■ ACTION ITEM ■
Nothing should be left out: output all of the entries exactly.

DATA FOR PROCESSING: Begin

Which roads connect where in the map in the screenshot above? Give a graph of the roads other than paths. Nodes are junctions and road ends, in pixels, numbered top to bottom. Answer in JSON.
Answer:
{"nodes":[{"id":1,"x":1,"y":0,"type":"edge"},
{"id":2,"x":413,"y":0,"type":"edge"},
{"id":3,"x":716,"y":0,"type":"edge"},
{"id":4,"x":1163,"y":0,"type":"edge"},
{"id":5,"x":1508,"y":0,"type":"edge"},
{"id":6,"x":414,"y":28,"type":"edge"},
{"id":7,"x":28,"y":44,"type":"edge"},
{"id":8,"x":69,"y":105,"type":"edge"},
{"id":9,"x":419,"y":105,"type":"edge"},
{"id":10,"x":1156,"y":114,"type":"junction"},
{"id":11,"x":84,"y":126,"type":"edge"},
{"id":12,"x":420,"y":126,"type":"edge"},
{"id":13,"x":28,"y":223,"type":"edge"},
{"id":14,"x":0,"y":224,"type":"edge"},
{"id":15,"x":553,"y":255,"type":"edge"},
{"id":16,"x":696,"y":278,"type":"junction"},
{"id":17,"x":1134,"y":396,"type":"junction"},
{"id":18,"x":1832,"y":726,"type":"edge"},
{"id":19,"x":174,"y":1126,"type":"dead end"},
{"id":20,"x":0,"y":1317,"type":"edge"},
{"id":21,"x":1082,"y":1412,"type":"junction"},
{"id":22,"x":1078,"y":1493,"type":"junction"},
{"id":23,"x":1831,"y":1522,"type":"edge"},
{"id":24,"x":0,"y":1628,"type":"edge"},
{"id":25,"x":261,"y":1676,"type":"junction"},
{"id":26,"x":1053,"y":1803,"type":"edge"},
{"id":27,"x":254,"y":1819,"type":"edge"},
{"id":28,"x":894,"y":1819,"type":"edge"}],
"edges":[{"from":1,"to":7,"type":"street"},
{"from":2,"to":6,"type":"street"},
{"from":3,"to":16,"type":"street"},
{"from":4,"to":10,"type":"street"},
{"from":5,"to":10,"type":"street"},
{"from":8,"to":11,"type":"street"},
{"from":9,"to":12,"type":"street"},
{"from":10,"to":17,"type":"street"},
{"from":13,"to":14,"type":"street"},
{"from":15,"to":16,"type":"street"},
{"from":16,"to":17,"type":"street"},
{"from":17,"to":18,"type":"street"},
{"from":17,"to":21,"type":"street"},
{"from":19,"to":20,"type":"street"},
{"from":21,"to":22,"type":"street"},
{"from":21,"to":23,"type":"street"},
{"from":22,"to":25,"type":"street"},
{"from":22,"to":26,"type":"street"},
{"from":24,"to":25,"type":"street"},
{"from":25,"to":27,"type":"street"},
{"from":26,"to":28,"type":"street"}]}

DATA FOR PROCESSING: End

■ TASK RESPONSE ■
Which roads connect where in the map in the screenshot above? Give a graph of the roads other than paths. Nodes are junctions and road ends, in pixels, numbered top to bottom. Answer in JSON.
Answer:
{"nodes":[{"id":1,"x":1,"y":0,"type":"edge"},
{"id":2,"x":413,"y":0,"type":"edge"},
{"id":3,"x":716,"y":0,"type":"edge"},
{"id":4,"x":1163,"y":0,"type":"edge"},
{"id":5,"x":1508,"y":0,"type":"edge"},
{"id":6,"x":414,"y":28,"type":"edge"},
{"id":7,"x":28,"y":44,"type":"edge"},
{"id":8,"x":69,"y":105,"type":"edge"},
{"id":9,"x":419,"y":105,"type":"edge"},
{"id":10,"x":1156,"y":114,"type":"junction"},
{"id":11,"x":84,"y":126,"type":"edge"},
{"id":12,"x":420,"y":126,"type":"edge"},
{"id":13,"x":28,"y":223,"type":"edge"},
{"id":14,"x":0,"y":224,"type":"edge"},
{"id":15,"x":553,"y":255,"type":"edge"},
{"id":16,"x":696,"y":278,"type":"junction"},
{"id":17,"x":1134,"y":396,"type":"junction"},
{"id":18,"x":1832,"y":726,"type":"edge"},
{"id":19,"x":174,"y":1126,"type":"dead end"},
{"id":20,"x":0,"y":1317,"type":"edge"},
{"id":21,"x":1082,"y":1412,"type":"junction"},
{"id":22,"x":1078,"y":1493,"type":"junction"},
{"id":23,"x":1831,"y":1522,"type":"edge"},
{"id":24,"x":0,"y":1628,"type":"edge"},
{"id":25,"x":261,"y":1676,"type":"junction"},
{"id":26,"x":1053,"y":1803,"type":"edge"},
{"id":27,"x":254,"y":1819,"type":"edge"},
{"id":28,"x":894,"y":1819,"type":"edge"}],
"edges":[{"from":1,"to":7,"type":"street"},
{"from":2,"to":6,"type":"street"},
{"from":3,"to":16,"type":"street"},
{"from":4,"to":10,"type":"street"},
{"from":5,"to":10,"type":"street"},
{"from":8,"to":11,"type":"street"},
{"from":9,"to":12,"type":"street"},
{"from":10,"to":17,"type":"street"},
{"from":13,"to":14,"type":"street"},
{"from":15,"to":16,"type":"street"},
{"from":16,"to":17,"type":"street"},
{"from":17,"to":18,"type":"street"},
{"from":17,"to":21,"type":"street"},
{"from":19,"to":20,"type":"street"},
{"from":21,"to":22,"type":"street"},
{"from":21,"to":23,"type":"street"},
{"from":22,"to":25,"type":"street"},
{"from":22,"to":26,"type":"street"},
{"from":24,"to":25,"type":"street"},
{"from":25,"to":27,"type":"street"},
{"from":26,"to":28,"type":"street"}]}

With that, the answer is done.